How to Foster Organizational Synergy – Communication as an Axis

Synergy forms when boundary and communication conditions favor diversity. This is because boundaries and communication affect the quality of interactions between diverse parties. If two organizations merge, or one acquires another, it’s necessary to consider the aspects of synergy such as human, technology, law, economy, procedure, structure, and strategy. There’s an interrelationship between these seven aspects, and you can’t ignore one if you’re serious about creating synergy in your organization.


Most mergers or acquisitions fail, because the senior management fails to take one or more of these aspects into account when intending to form synergy. As the saying goes, “A chain’s as strong as its weakest link”, for mergers or acquisitions to be successful, you must consider the strength of each organization.


Synergistic approach prevents avoidable circumstances such as feelings of invasion and “disconnectedness”, which are usually common during and after a merger or an acquisition. These feelings can destroy organization’s “health”. An “ill” organization doesn’t function effectively and efficiently; hence, it can be difficult to maximize profit and increase productivity.


Let’s learn about the important pointers for organizational integration.


The Seven Forms of Interactions Exist at the Same Time in any Given Instance in an Organization


All of forms of interactions exist simultaneously in an organization – but you’re mostly likely to experience interdependence. This is because of the dynamic nature of organizations — changes are fast-paced and frequent, and diversity is present. This is the reason why one form can’t exist without the other (s) all the time.


In other words, quality, neutral and destructive forms coexist in an organization, but their degree of appearance varies. The dominance of some forms may blind you from seeing the occurrence of others. This could be the reason why employees or managers can’t agree on the degree to which various forms appear – it’s subjective; hence, highly debatable or controversial.


The reason why most mergers or acquisitions fail is because they occur violently and suddenly. Employees and managers can learn by surprise that their organization is being taken over, merging, or being acquired by another organization. When people perceive something as a threat, fear occurs, and with it, people make boundaries more rigid. The employees would also feel “disconnected” from their organization and “invaded” by the acquiring organization.

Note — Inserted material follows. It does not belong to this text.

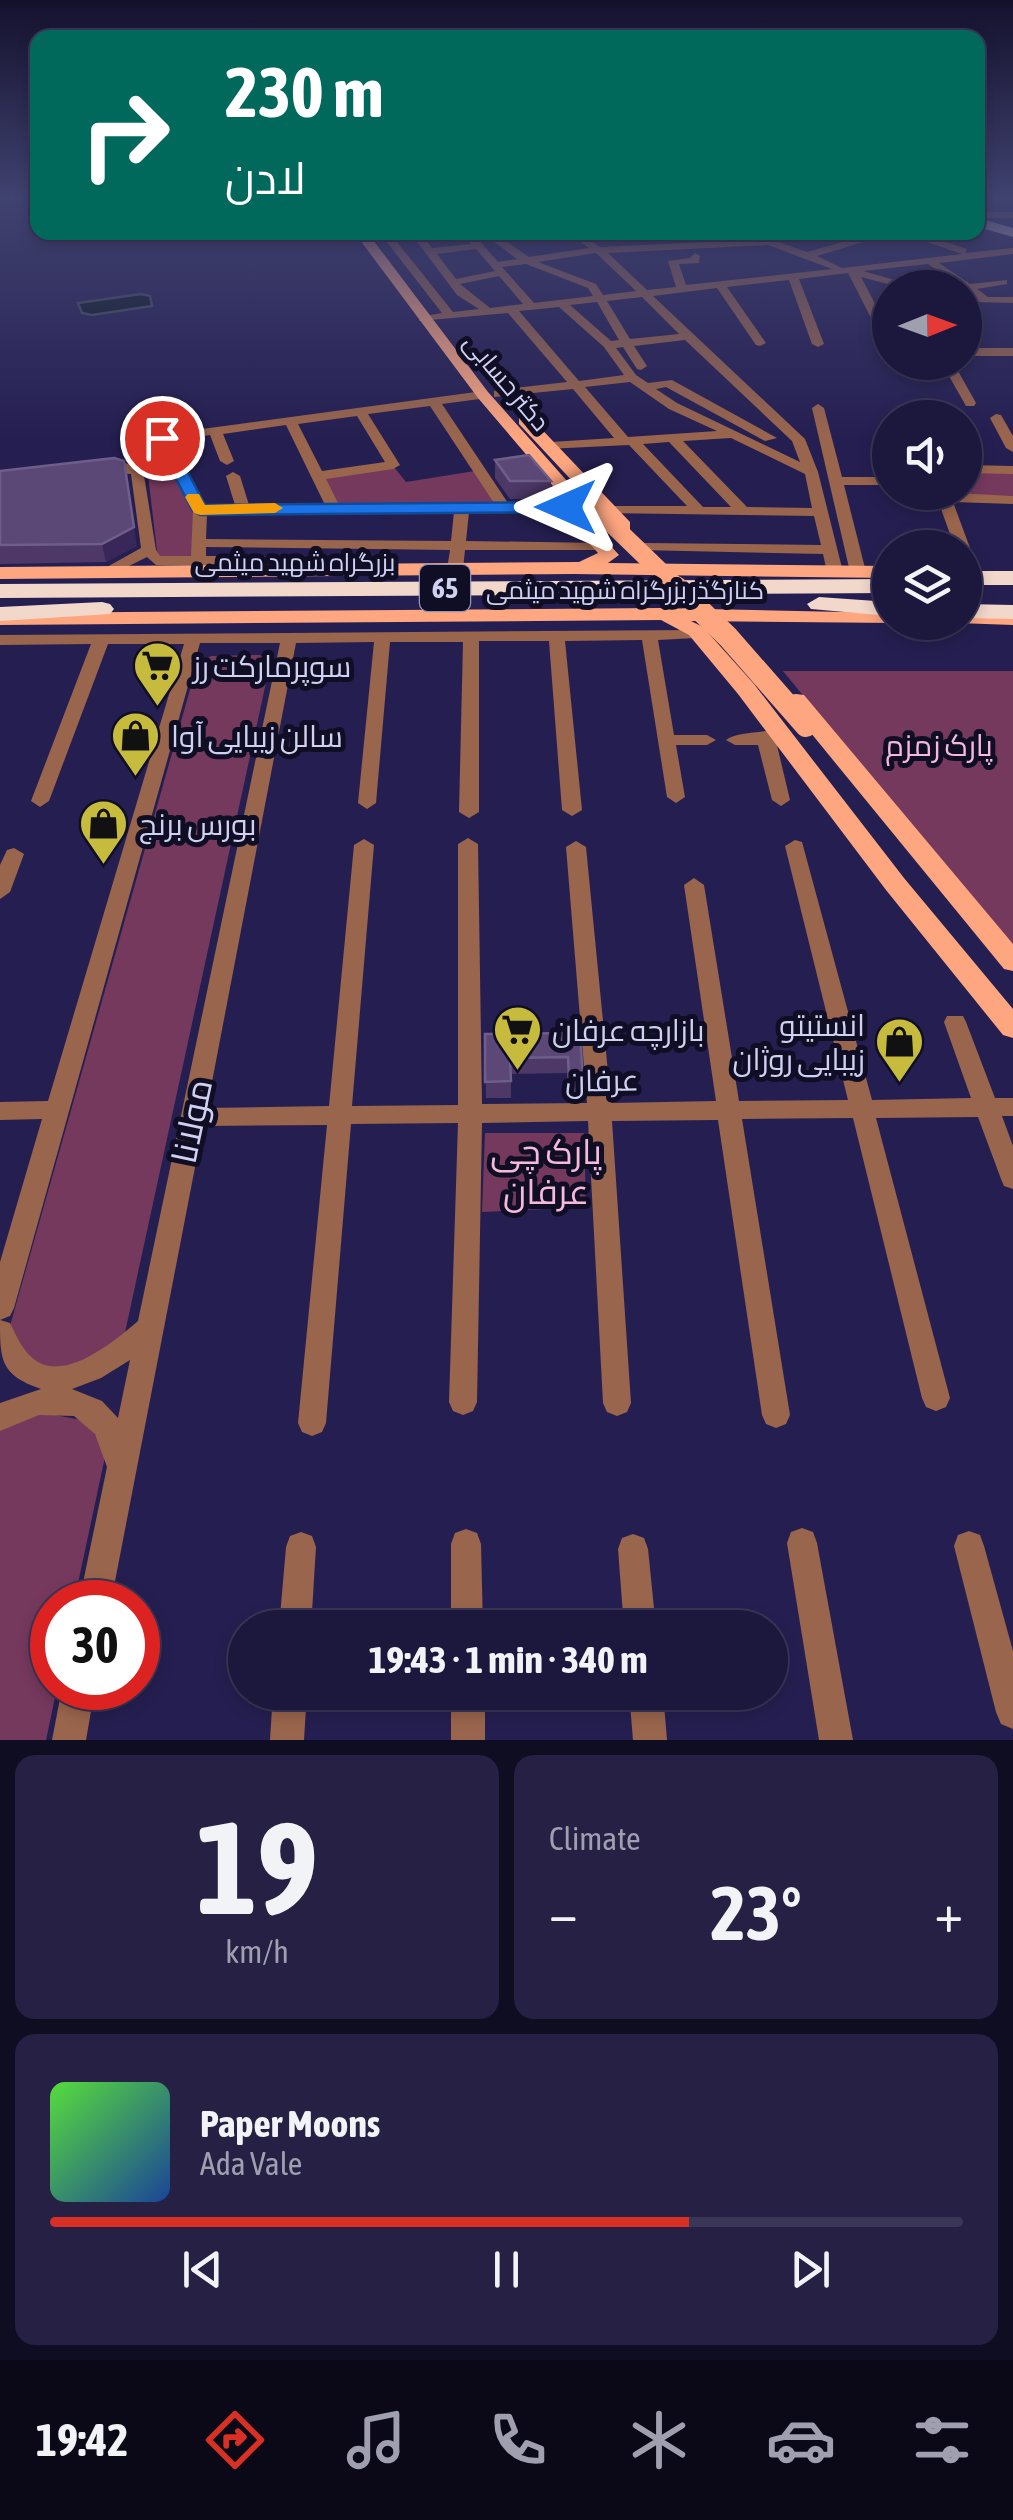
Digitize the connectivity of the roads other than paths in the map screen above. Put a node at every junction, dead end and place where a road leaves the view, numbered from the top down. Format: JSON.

A revolt’s likely to occur if they find it difficult to adapt to new changes. In addition, employees can feel uncertain about their future – new units, systems or work processes could mean loss of job, demotion or transfer. Synergy formation’s difficult in an “ill” organization, but it can occur to some limited degree, despite a forceful leadership.


Depending on how a merger or acquisition is performed, “halo” effect tends to manifest when you discuss issues, which relate to synergy formation, with managers or employees. People tend to discuss what disturbs them, ignoring other issues. Giving importance to a dominant issue and ignoring other issues is a manifestation of “halo” effect.


This effect is also evident in a case where Dr. Rami Ben-Yshai worked as a consultant to create synergy between two diverse groups of the same organization – Hadassah Women’s Organization. One group was local while the other was American-based.


For conventional purposes, Ben-Yshai assigned either group red or blue to differentiate them. He assigned a new reality (synergy) purple. The intention wasn’t to create a “purple” organization. However, because the color had become synonymous with the organization and the language of synergy, employees became obsessed with it. This statement by a board reflects halo effect: “Look, Hadassah’s becoming a purple organization.”




The senior management should adopt a more humane, democratic and open approach to mergers and acquisitions. It’s important to disclose to employees and managers in advance about an upcoming merger or acquisition so that they’re psychologically prepared. This would help to reduce the likelihood of destructive of interactions, such as feelings of invasion, occurring.